Inman returned to Petty Enterprises in 1986 to oversee the business side. In an interview, he said, "This is my homecoming and this is where I belong. Damn, I am happy." He served as Petty’s crew chief for three more seasons (1986–1988) and continued in his role helping Richard Petty until Petty retired in 1992. After his retirement, Inman helped Petty Enterprises drivers Rick Wilson, John Andretti, and Bobby Hamilton.

Inman retired from NASCAR in 1998, having won 193 races and eight championships. He continued as a consultant for Petty Enterprises for a while afterward. Away from racing, Inman has helped the Victory Junction Gang Camp get started. In 2008, he helped unveil the first artifact at the NASCAR Hall of Fame, which was the Plymouth Belvedere that Petty drove to 27 wins in 1967.

==Awards==
In 2006, a national motorsports media group poll named Ray Evernham as the top NASCAR crew chief of all-time and Inman placed a close second even though he had more first place votes than Evernham. When asked, Inman said, "I'm not even sure I should be ranked.
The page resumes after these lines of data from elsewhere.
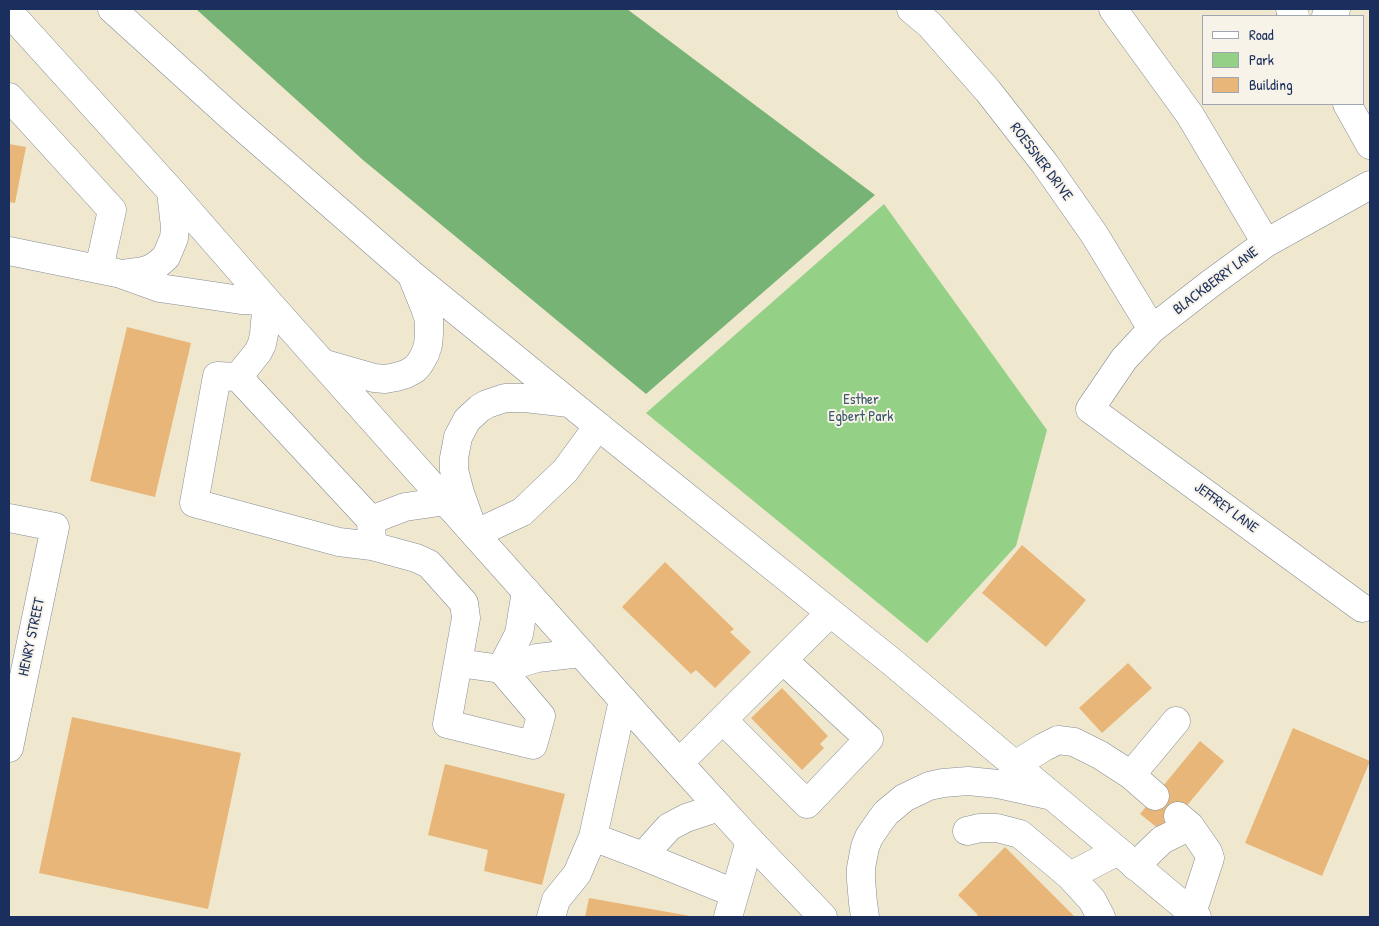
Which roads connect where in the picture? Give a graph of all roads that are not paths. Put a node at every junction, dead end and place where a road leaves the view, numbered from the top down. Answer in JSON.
{"nodes":[{"id":1,"x":112,"y":9,"type":"edge"},
{"id":2,"x":911,"y":9,"type":"edge"},
{"id":3,"x":1113,"y":9,"type":"edge"},
{"id":4,"x":9,"y":12,"type":"edge"},
{"id":5,"x":9,"y":96,"type":"edge"},
{"id":6,"x":1348,"y":105,"type":"edge"},
{"id":7,"x":1370,"y":145,"type":"edge"},
{"id":8,"x":1370,"y":185,"type":"edge"},
{"id":9,"x":171,"y":191,"type":"junction"},
{"id":10,"x":1266,"y":243,"type":"junction"},
{"id":11,"x":9,"y":251,"type":"edge"},
{"id":12,"x":110,"y":271,"type":"junction"},
{"id":13,"x":411,"y":274,"type":"junction"},
{"id":14,"x":267,"y":301,"type":"junction"},
{"id":15,"x":1152,"y":329,"type":"junction"},
{"id":16,"x":323,"y":363,"type":"junction"},
{"id":17,"x":238,"y":377,"type":"junction"},
{"id":18,"x":569,"y":403,"type":"junction"},
{"id":19,"x":1090,"y":408,"type":"joint"},
{"id":20,"x":598,"y":426,"type":"junction"},
{"id":21,"x":446,"y":501,"type":"junction"},
{"id":22,"x":9,"y":518,"type":"edge"},
{"id":23,"x":372,"y":533,"type":"junction"},
{"id":24,"x":475,"y":534,"type":"junction"},
{"id":25,"x":526,"y":591,"type":"junction"},
{"id":26,"x":1362,"y":608,"type":"dead end"},
{"id":27,"x":830,"y":613,"type":"junction"},
{"id":28,"x":581,"y":653,"type":"junction"},
{"id":29,"x":783,"y":660,"type":"junction"},
{"id":30,"x":459,"y":662,"type":"junction"},
{"id":31,"x":501,"y":669,"type":"junction"},
{"id":32,"x":623,"y":700,"type":"junction"},
{"id":33,"x":723,"y":720,"type":"junction"},
{"id":34,"x":1176,"y":721,"type":"dead end"},
{"id":35,"x":9,"y":748,"type":"edge"},
{"id":36,"x":679,"y":763,"type":"junction"},
{"id":37,"x":1016,"y":765,"type":"junction"},
{"id":38,"x":1130,"y":775,"type":"junction"},
{"id":39,"x":1052,"y":795,"type":"junction"},
{"id":40,"x":1155,"y":796,"type":"dead end"},
{"id":41,"x":719,"y":807,"type":"junction"},
{"id":42,"x":967,"y":831,"type":"dead end"},
{"id":43,"x":593,"y":837,"type":"junction"},
{"id":44,"x":750,"y":841,"type":"junction"},
{"id":45,"x":643,"y":856,"type":"junction"},
{"id":46,"x":1127,"y":858,"type":"junction"},
{"id":47,"x":1070,"y":876,"type":"junction"},
{"id":48,"x":731,"y":905,"type":"edge"},
{"id":49,"x":1194,"y":915,"type":"edge"},
{"id":50,"x":551,"y":917,"type":"edge"},
{"id":51,"x":823,"y":917,"type":"edge"},
{"id":52,"x":865,"y":917,"type":"edge"},
{"id":53,"x":1101,"y":917,"type":"edge"}],
"edges":[{"from":1,"to":13,"type":"main road"},
{"from":2,"to":15,"type":"main road","name":"ROESSNER DRIVE"},
{"from":3,"to":10,"type":"main road"},
{"from":4,"to":9,"type":"main road"},
{"from":5,"to":12,"type":"main road"},
{"from":6,"to":7,"type":"main road"},
{"from":8,"to":10,"type":"main road","name":"BLACKBERRY LANE"},
{"from":9,"to":12,"type":"main road"},
{"from":9,"to":14,"type":"main road"},
{"from":10,"to":15,"type":"main road","name":"BLACKBERRY LANE"},
{"from":11,"to":12,"type":"main road"},
{"from":12,"to":14,"type":"main road"},
{"from":13,"to":16,"type":"main road"},
{"from":13,"to":18,"type":"main road"},
{"from":14,"to":16,"type":"main road"},
{"from":14,"to":17,"type":"main road"},
{"from":15,"to":19,"type":"main road","name":"BLACKBERRY LANE"},
{"from":16,"to":21,"type":"main road"},
{"from":17,"to":23,"type":"main road"},
{"from":17,"to":23,"type":"main road"},
{"from":18,"to":20,"type":"main road"},
{"from":18,"to":24,"type":"main road"},
{"from":19,"to":26,"type":"main road","name":"JEFFREY LANE"},
{"from":20,"to":24,"type":"main road"},
{"from":20,"to":27,"type":"main road"},
{"from":21,"to":23,"type":"main road"},
{"from":21,"to":24,"type":"main road"},
{"from":22,"to":35,"type":"main road","name":"HENRY STREET"},
{"from":23,"to":30,"type":"main road"},
{"from":24,"to":25,"type":"main road"},
{"from":25,"to":28,"type":"main road"},
{"from":25,"to":31,"type":"main road"},
{"from":27,"to":29,"type":"main road"},
{"from":27,"to":37,"type":"main road"},
{"from":28,"to":31,"type":"main road"},
{"from":28,"to":32,"type":"main road"},
{"from":29,"to":33,"type":"main road"},
{"from":29,"to":33,"type":"main road"},
{"from":30,"to":31,"type":"main road"},
{"from":30,"to":31,"type":"main road"},
{"from":32,"to":36,"type":"main road"},
{"from":32,"to":43,"type":"main road"},
{"from":33,"to":36,"type":"main road"},
{"from":34,"to":38,"type":"main road"},
{"from":36,"to":41,"type":"main road"},
{"from":37,"to":38,"type":"main road"},
{"from":37,"to":39,"type":"main road"},
{"from":38,"to":40,"type":"main road"},
{"from":39,"to":46,"type":"main road"},
{"from":39,"to":52,"type":"main road"},
{"from":41,"to":44,"type":"main road"},
{"from":41,"to":45,"type":"main road"},
{"from":42,"to":47,"type":"main road"},
{"from":43,"to":45,"type":"main road"},
{"from":43,"to":50,"type":"main road"},
{"from":44,"to":48,"type":"main road"},
{"from":44,"to":51,"type":"main road"},
{"from":45,"to":48,"type":"main road"},
{"from":46,"to":47,"type":"main road"},
{"from":46,"to":49,"type":"main road"},
{"from":46,"to":49,"type":"main road"},
{"from":47,"to":53,"type":"main road"}]}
I think I was second [in the poll], and I'm honored [for] that." He said that the best crew chief that he ever saw was Leonard Wood from the Wood Brothers and Waddell Wilson was also good.

Inman's contributions to racing led to him receiving the North Carolina Auto Racing Hall of Fame's first Golden Wrench award on May 25, 2000. In 2008, he was received the Smokey Yunick Award.

On June 14, 2011, Inman was selected to the 2012 class of the NASCAR Hall of Fame.

==Personal life==
As of 2000, Inman was married to his wife Mary for over 40 years. They had two children, and four grandchildren.